→ **WHAT IS NEEDED**
Drop every image, then reproduce the data exactly as given.

[Start of section]

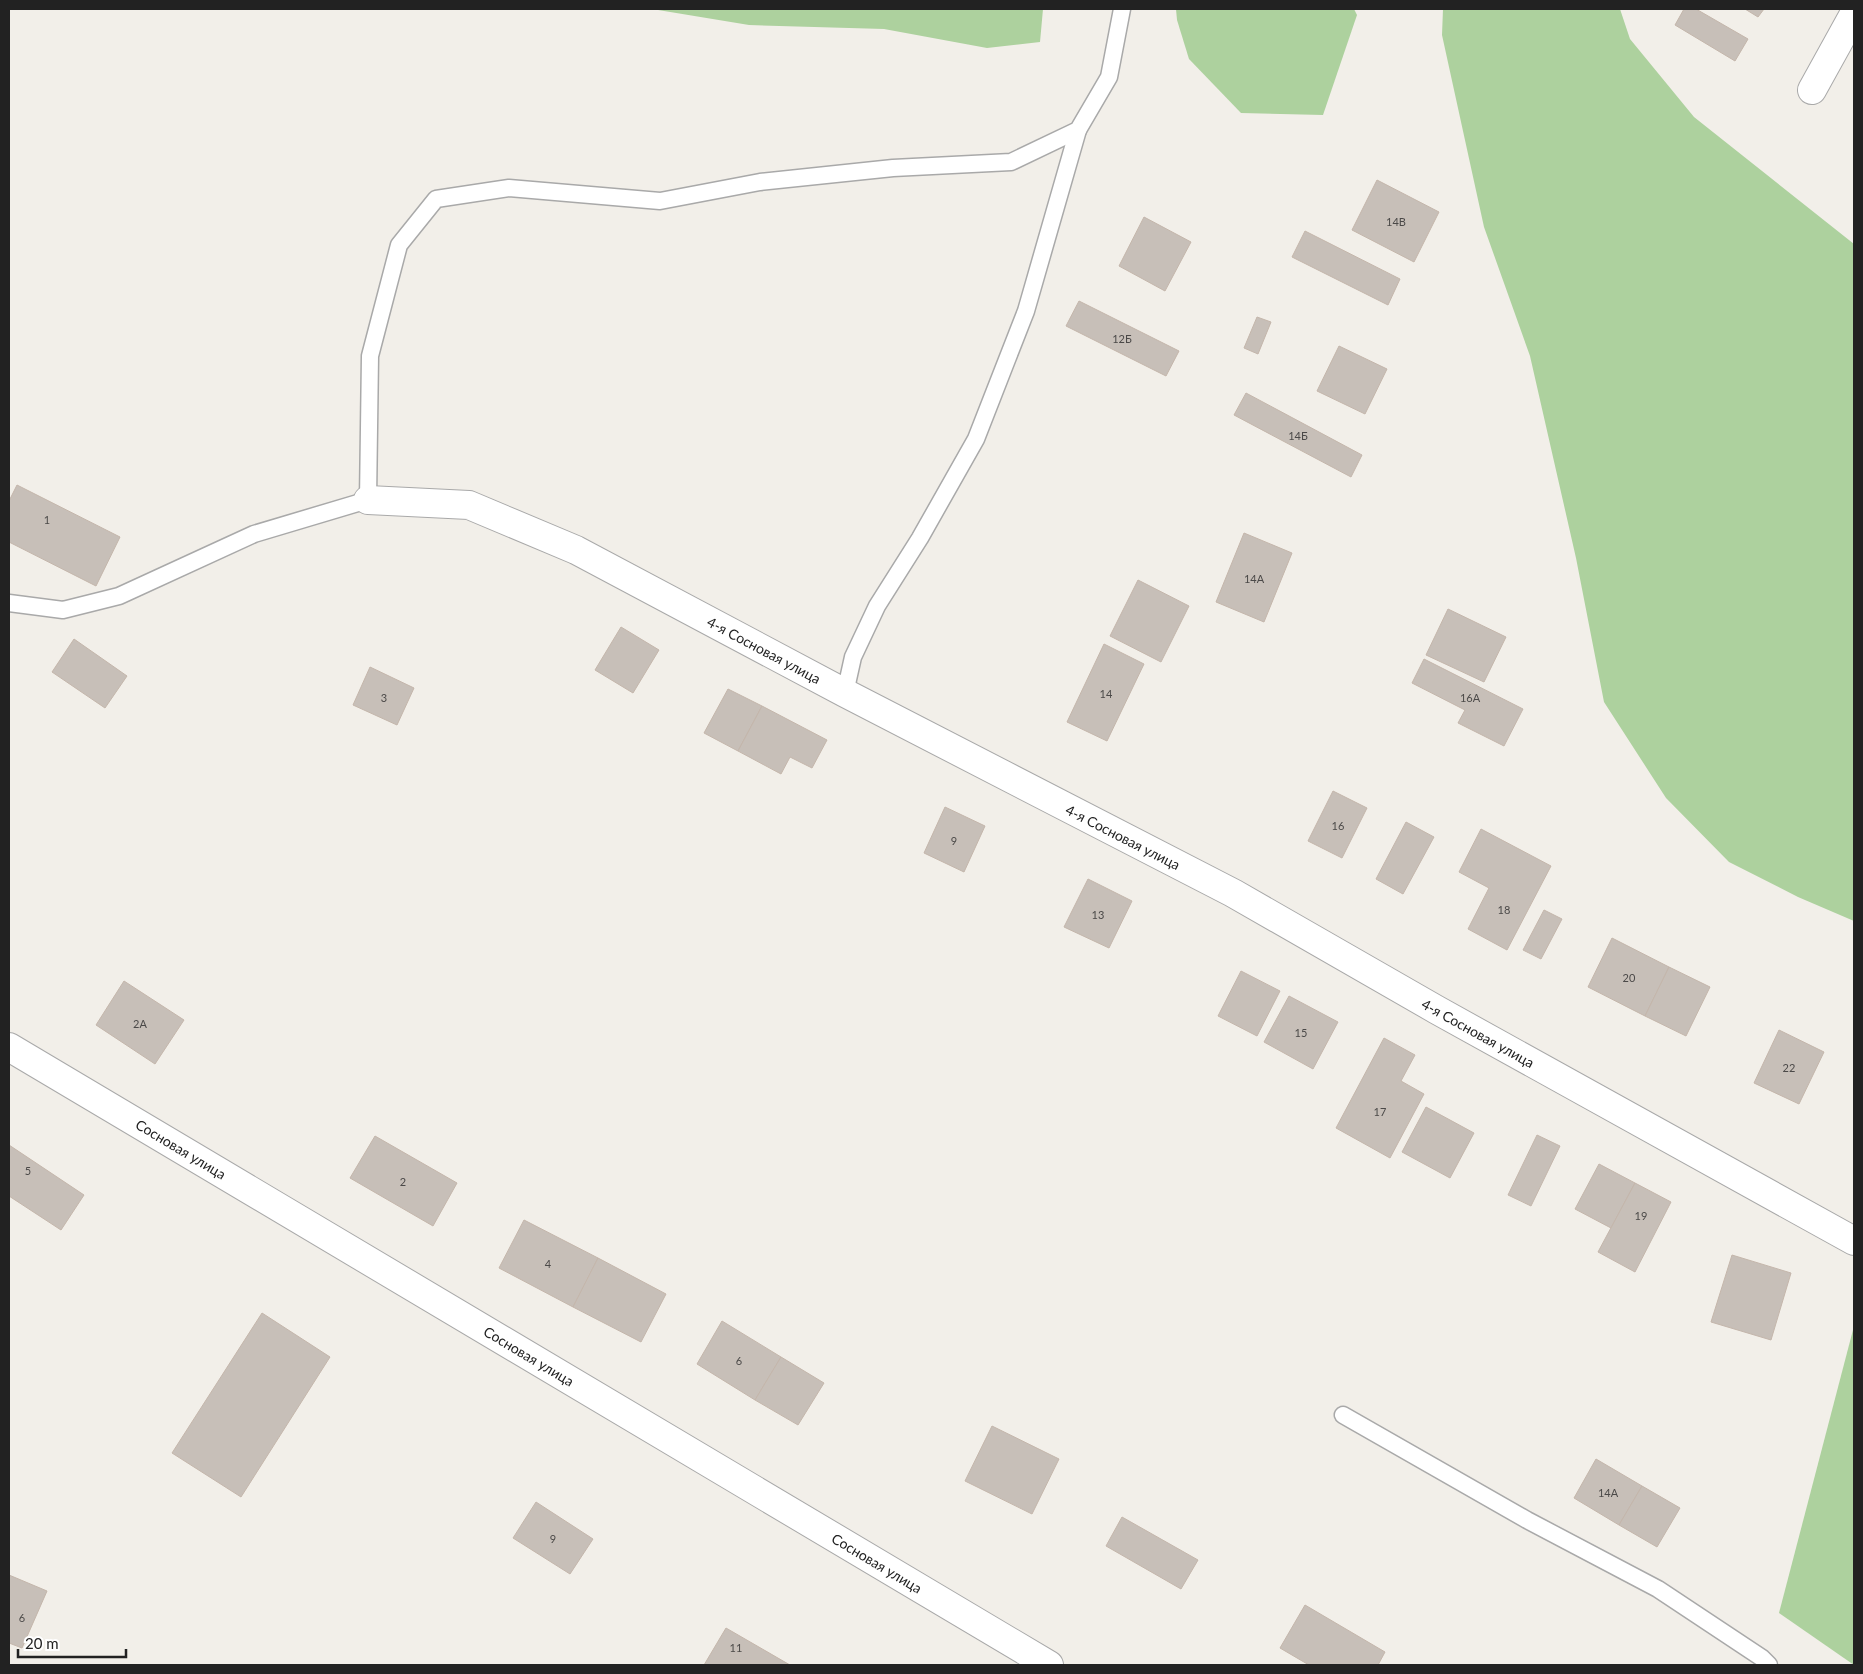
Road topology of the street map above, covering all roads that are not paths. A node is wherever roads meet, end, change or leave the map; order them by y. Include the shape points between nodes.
1 (1122, 9) edge
2 (1854, 14) edge
3 (1812, 90) dead end
4 (1078, 130) junction
5 (368, 500) junction
6 (9, 603) edge
7 (845, 693) junction
8 (9, 1047) edge
9 (1854, 1241) edge
10 (1343, 1415) dead end
11 (1049, 1665) edge
12 (1769, 1665) edge

1 - 4 lane via 1109,77
2 - 3 street
4 - 5 lane via 1011,162 893,168 760,182 660,202 509,188 436,199 399,245 370,356
4 - 7 lane via 1026,311 976,440 877,606 853,657
5 - 6 lane via 254,534 119,596 63,610
5 - 7 street, 4-я Сосновая улица via 469,505 576,550
7 - 9 street, 4-я Сосновая улица via 1233,893
8 - 11 street, Сосновая улица
10 - 12 lane via 1527,1520 1658,1589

[End of section]

→ **RESULT FOR THIS TASK**
Road topology of the street map above, covering all roads that are not paths. A node is wherever roads meet, end, change or leave the map; order them by y. Include the shape points between nodes.
1 (1122, 9) edge
2 (1854, 14) edge
3 (1812, 90) dead end
4 (1078, 130) junction
5 (368, 500) junction
6 (9, 603) edge
7 (845, 693) junction
8 (9, 1047) edge
9 (1854, 1241) edge
10 (1343, 1415) dead end
11 (1049, 1665) edge
12 (1769, 1665) edge

1 - 4 lane via 1109,77
2 - 3 street
4 - 5 lane via 1011,162 893,168 760,182 660,202 509,188 436,199 399,245 370,356
4 - 7 lane via 1026,311 976,440 877,606 853,657
5 - 6 lane via 254,534 119,596 63,610
5 - 7 street, 4-я Сосновая улица via 469,505 576,550
7 - 9 street, 4-я Сосновая улица via 1233,893
8 - 11 street, Сосновая улица
10 - 12 lane via 1527,1520 1658,1589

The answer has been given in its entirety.